Sa mère l’abandonne l’année suivante. Ljiljana continue de chanter dans les cafés et les restaurants adaptant son répertoire à son public : romances gitanes et russes, jazz, musiques traditionnelles des Balkans, classique, country, pop et sevdah (musique traditionnelle de Bosnie Herzegovine)... Elle prend des cours de chant, finit l’école et tombe enceinte à 14 ans.
Elle part à Belgrade et devient célèbre en chantant dans les Kafanas, énormes cafés-restaurants où l’on joue de la musique et enregistre un premier single en 1969. Son style devient plus personnel, reconnaissable par sa voix grave et puissante, noire et mystérieuse...
Elle devient dans les années 70 la mère de l’âme tsigane, l’idole des artistes et des intellectuels yougoslaves, mais enregistre peu (sinon à son insu...), restant volontairement à l’écart du système des studios et préférant chanter dans les bars et dans les fêtes. On l’entend à la radio, elle est invitée à la télévision... Ce sont ses années de gloire.
Et puis au début des années 80, la mode et les gouts changent. Le disco fait son apparition, et aussi le "turbofolk" avec son cortège de synthétiseurs et de rythmes électroniques insipides. Ljiljana chante moins, les Kafanas ferment. Elle part avec ses deux enfants en Allemagne, à Düsseldorf, Ljiljana ne chante plus. Cette période de sa vie est terminée. Elle fait des ménages, travaille à l’usine ou comme serveuse. Elle se remarie et devient Mme Buttler.
Et le miracle se produit une nuit de juin 2000. Dragi Sestic, jeune producteur, écoute par hasard une vieille cassette "bootleg" trouvée dans la maison de ses parents à Mostar. C’est Ljijana. Ému aux larmes par cette voix grave et profonde dans laquelle s’entend toute la souffrance et aussi parfois les joies de l’âme tzigane, il finira à force d’opiniâtreté par retrouver Ljijana et la convaincre d’enregistrer ce magnifique et émouvant album en 2002.

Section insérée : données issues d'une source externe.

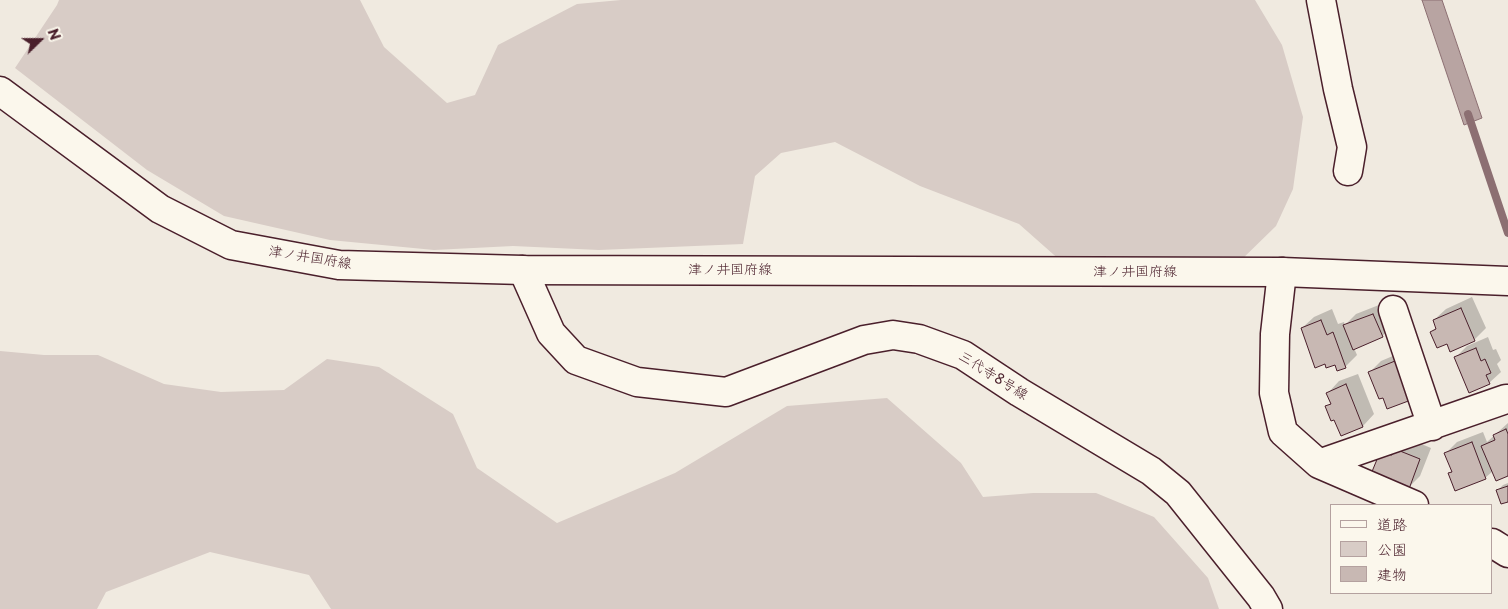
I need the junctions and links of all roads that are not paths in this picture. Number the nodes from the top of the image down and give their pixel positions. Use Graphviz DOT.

Qu’il en soit mille fois remercié...
1. Ashun daje mori(L. Buttler) 5’26
2. Ja k’o ostala deca (L. Ilijevski) 4’56
3. Zvonija, zvonija (L. Buttler) 4’56
4. Nocas mi srce pati (T. Zdravkovic) 4’21
5. Si, si, si (L. Buttler) 7’34
6. Niska banja (trad.) 4’22
7. Imam jednu zelju (trad.) 5’59
8. Otkako sam tudja zena (L. Buttler) 5’30
9. Chororo (D. Petrovic) 5’36
10. But roma (trad.) 3’17
11. Ciganine sviraj, sviraj (T. Zdravkovic) 5’38
12. Djelem djelem daje (L. Buttler) 6’33
Enregistré au studio Neretva-Music Center Pavarotti- Mostar, Bosnie Herzegovine. Publié en 2002.